Recall: $AC^0$ has polynomially-sized circuits of constant depth, with
unlimited fan-in ANDs and ORs. Argument is roughly that parity is
complex, whereas $AC^0$ is simple. This is a more algebraic argument
than last time.
What measure of complexity can we use to make this argument? The
degree of the polynomial which computes the function. What field is
this polynomial in? The obvious candidate is $\F_2$. Then we can
have a polynomial on $n$ variables. This doesn't work too well: AND
ends up being hard ($x_1 x_2 \cdots x_n$ has degree $n$) and parity is
simple ($x_1 + \cdots + x_n$) has degree 1. That's backwards!
Instead, we'll use \emph{any} other field, or specifically any field
of characteristic not equal to 2.
There is a fundamental trick of complexity theory: instead of writing
about 0 and 1, we write about 1 and $-1$. We can map between this
with $1-2x$ or $\frac{1-y}{2}$. Or $(-1)^b$. Now, parity is a sum of
things in the 0/1 representation, but in the other representation,
it's about a product/power, which is more complicated.

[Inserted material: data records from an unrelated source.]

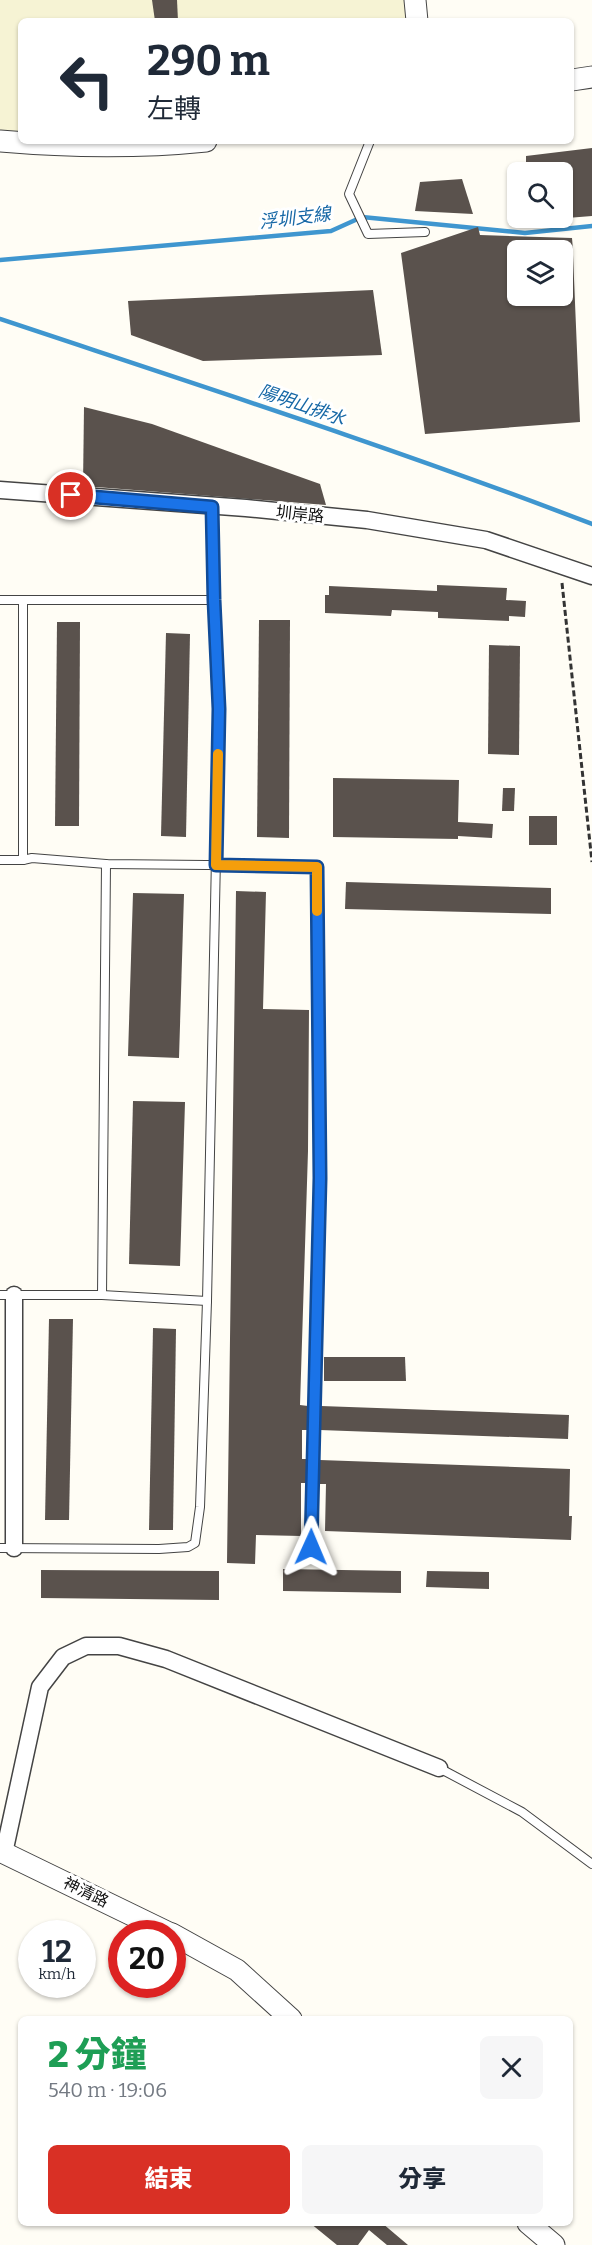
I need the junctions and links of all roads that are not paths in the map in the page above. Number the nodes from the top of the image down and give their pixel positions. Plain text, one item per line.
1 (415, 0) edge
2 (417, 18) edge
3 (592, 77) edge
4 (574, 80) edge
5 (0, 141) edge
6 (18, 143) edge
7 (34, 144) edge
8 (175, 144) edge
9 (369, 144) edge
10 (425, 231) dead end
11 (0, 490) edge
12 (212, 507) junction
13 (592, 576) edge
14 (0, 600) edge
15 (23, 600) junction
16 (214, 600) junction
17 (0, 860) edge
18 (23, 860) junction
19 (106, 864) junction
20 (216, 865) junction
21 (7, 1295) edge
22 (102, 1295) junction
23 (207, 1301) junction
24 (311, 1547) dead end
25 (7, 1548) edge
26 (439, 1768) joint
27 (2, 1852) edge
28 (592, 1864) edge
29 (143, 1920) edge
30 (186, 1941) edge
31 (288, 2016) edge
32 (532, 2226) edge
33 (554, 2245) edge

1 - 2 street
3 - 4 street
5 - 6 street
7 - 8 street
9 - 10 lane
11 - 12 street, 圳岸路
12 - 13 street, 圳岸路
12 - 16 lane
14 - 15 lane
15 - 16 lane
15 - 18 lane
16 - 20 lane
17 - 18 lane
18 - 19 lane
19 - 20 lane
19 - 22 lane
20 - 23 lane
20 - 24 lane
21 - 22 lane
21 - 25 street
22 - 23 lane
23 - 25 lane
26 - 27 street
26 - 28 lane
27 - 29 street, 神清路
30 - 31 street, 神清路
32 - 33 street

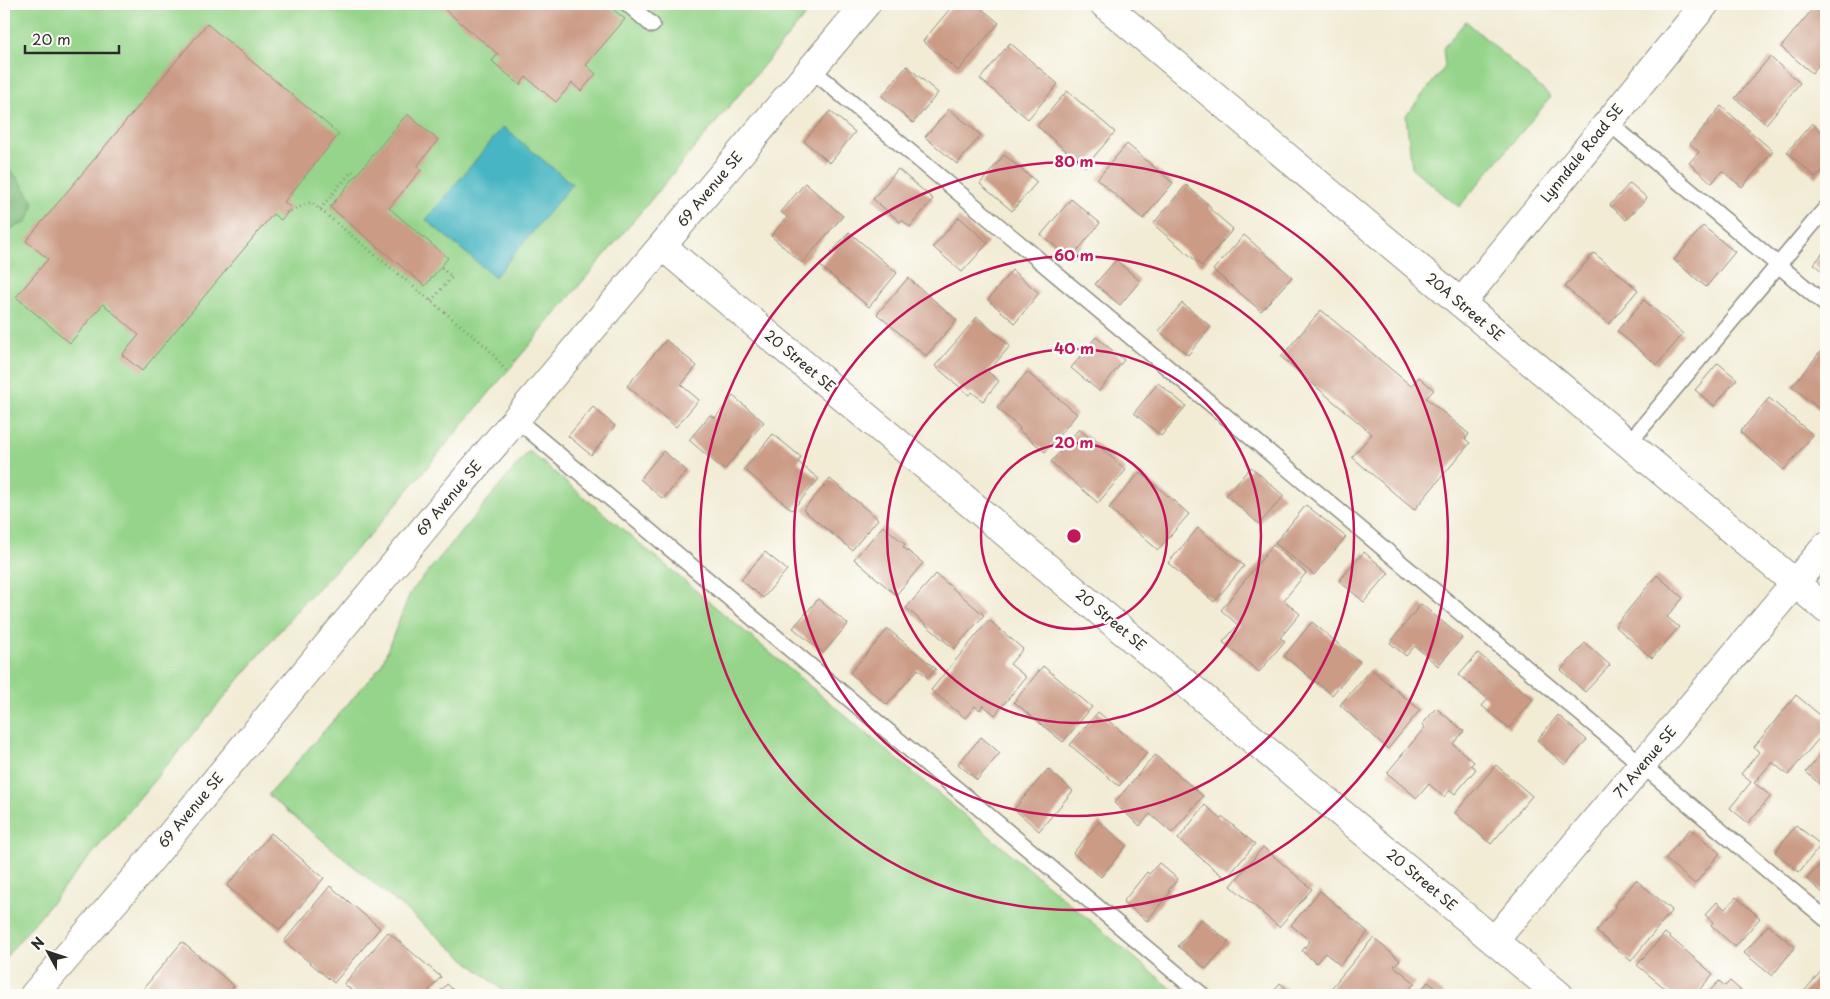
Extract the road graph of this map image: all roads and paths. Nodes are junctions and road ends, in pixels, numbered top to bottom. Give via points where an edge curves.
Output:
1 (628, 4) edge
2 (866, 4) edge
3 (1104, 4) edge
4 (1706, 4) edge
5 (652, 25) dead end
6 (811, 69) junction
7 (1608, 122) junction
8 (356, 175) dead end
9 (1826, 208) edge
10 (320, 209) junction
11 (286, 213) dead end
12 (662, 246) junction
13 (1779, 264) junction
14 (440, 268) dead end
15 (432, 301) junction
16 (1461, 303) junction
17 (1826, 305) edge
18 (508, 374) dead end
19 (516, 419) junction
20 (1628, 444) junction
21 (1826, 546) edge
22 (1795, 583) junction
23 (1826, 609) edge
24 (1643, 766) junction
25 (1826, 919) edge
26 (1494, 940) junction
27 (34, 995) edge
28 (1202, 995) edge
29 (1560, 995) edge

1 - 5 lane
2 - 6 street, 69 Avenue SE
3 - 16 street, 20A Street SE
4 - 7 street, Lynndale Road SE
6 - 12 street, 69 Avenue SE
6 - 24 lane
7 - 13 lane
7 - 16 street, Lynndale Road SE
8 - 10 path via 352,171
9 - 13 lane
10 - 11 path via 311,202
10 - 15 path
12 - 19 street, 69 Avenue SE
12 - 26 street, 20 Street SE
13 - 17 lane
13 - 20 lane
14 - 15 path via 452,277
15 - 18 path via 488,348
16 - 20 street, 20A Street SE
19 - 27 street, 69 Avenue SE
19 - 28 lane
20 - 22 street, 20A Street SE
21 - 22 street, 71 Avenue SE
22 - 23 street, 20A Street SE
22 - 24 street, 71 Avenue SE
24 - 25 lane
24 - 26 street, 71 Avenue SE
26 - 29 street, 20 Street SE

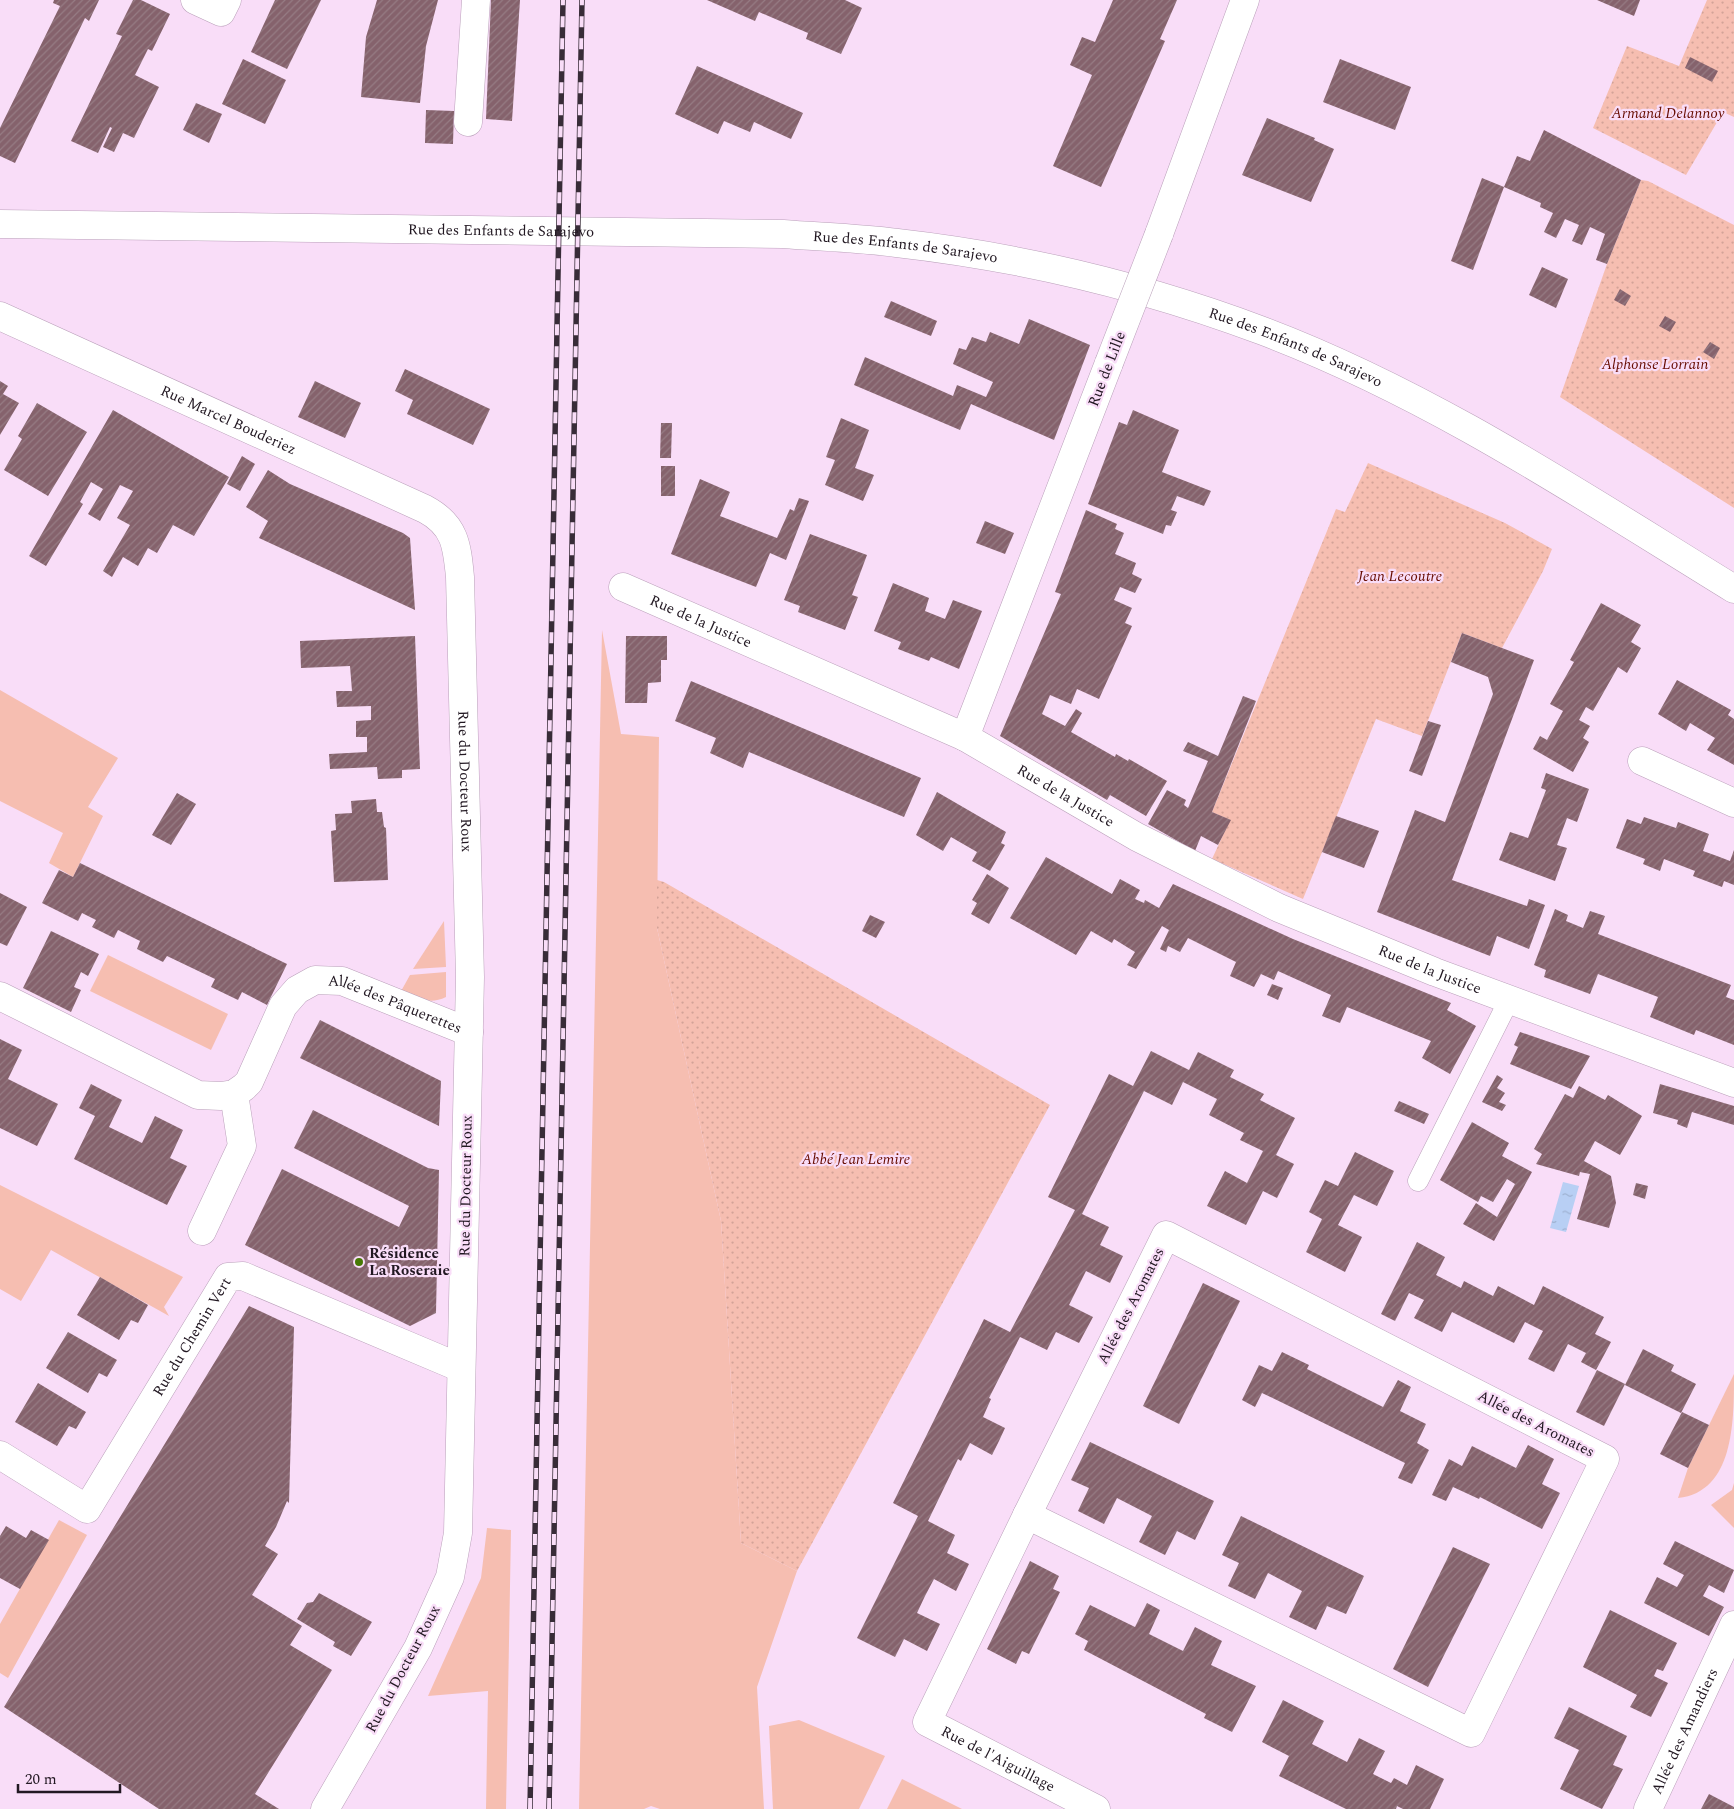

We claim that if $p \colon \F^n \to \F$ computes the parity of its
input when the inputs are 0 or 1, then a polynomial $q$ defined as
$1-2p\left(\frac{1-y_1}{2}, \dots, \frac{1-y_n}{2}\right)$ compute the
product of the variables $y$ when each $y_i$ is $\pm 1$. Exercise for
the reader: show that $p$ and $q$ have the same degree.
We can use this to prove that the degree of $p$ must be at least $n$,
since we can show (apparently) that a product polynomial must actually
contain a $y_1 \cdots y_n$ term. I'm not sure why, but we're going to
prove something stronger today I think.
OK, so we've made parity complicated. Can we make AND easy? This is
why this is the Razborov-Smolensky theorem: this is Razborov's part.
It is the method of approximations. There's some fuzziness involved.
The idea is that we have a function that is almost the same as
whatever you're actually trying to model.
Lemma: If $C$ is an $AC^0$ circuit of depth $d$ and size $s$, then for
all $\epsilon$, there exists a $S \subseteq \zo^n$ and a polynomial
$p(x_1,\dots,x_n)$ of degree $D$ such that for all $x\in S$, $p(x) =
C(x)$ and $D \leq \left( \log\frac{s}{\epsilon} \right)^d$ and
$\abs{S} \geq (1-\epsilon) 2^n$.
Smolensky idea: fix an input, and replace gates probabilistically.
Here's a lemma towards this: There exists a distribution of
polynomials $p$ of degree $k=O \left( \log\frac{s}{\epsilon} \right)$
such that for all $y_1, y_2, \dots, y_n$, $\Pr[p(Y) = OR(Y)] \geq 1
-exp(-k)$, where the probability is over the polynomials.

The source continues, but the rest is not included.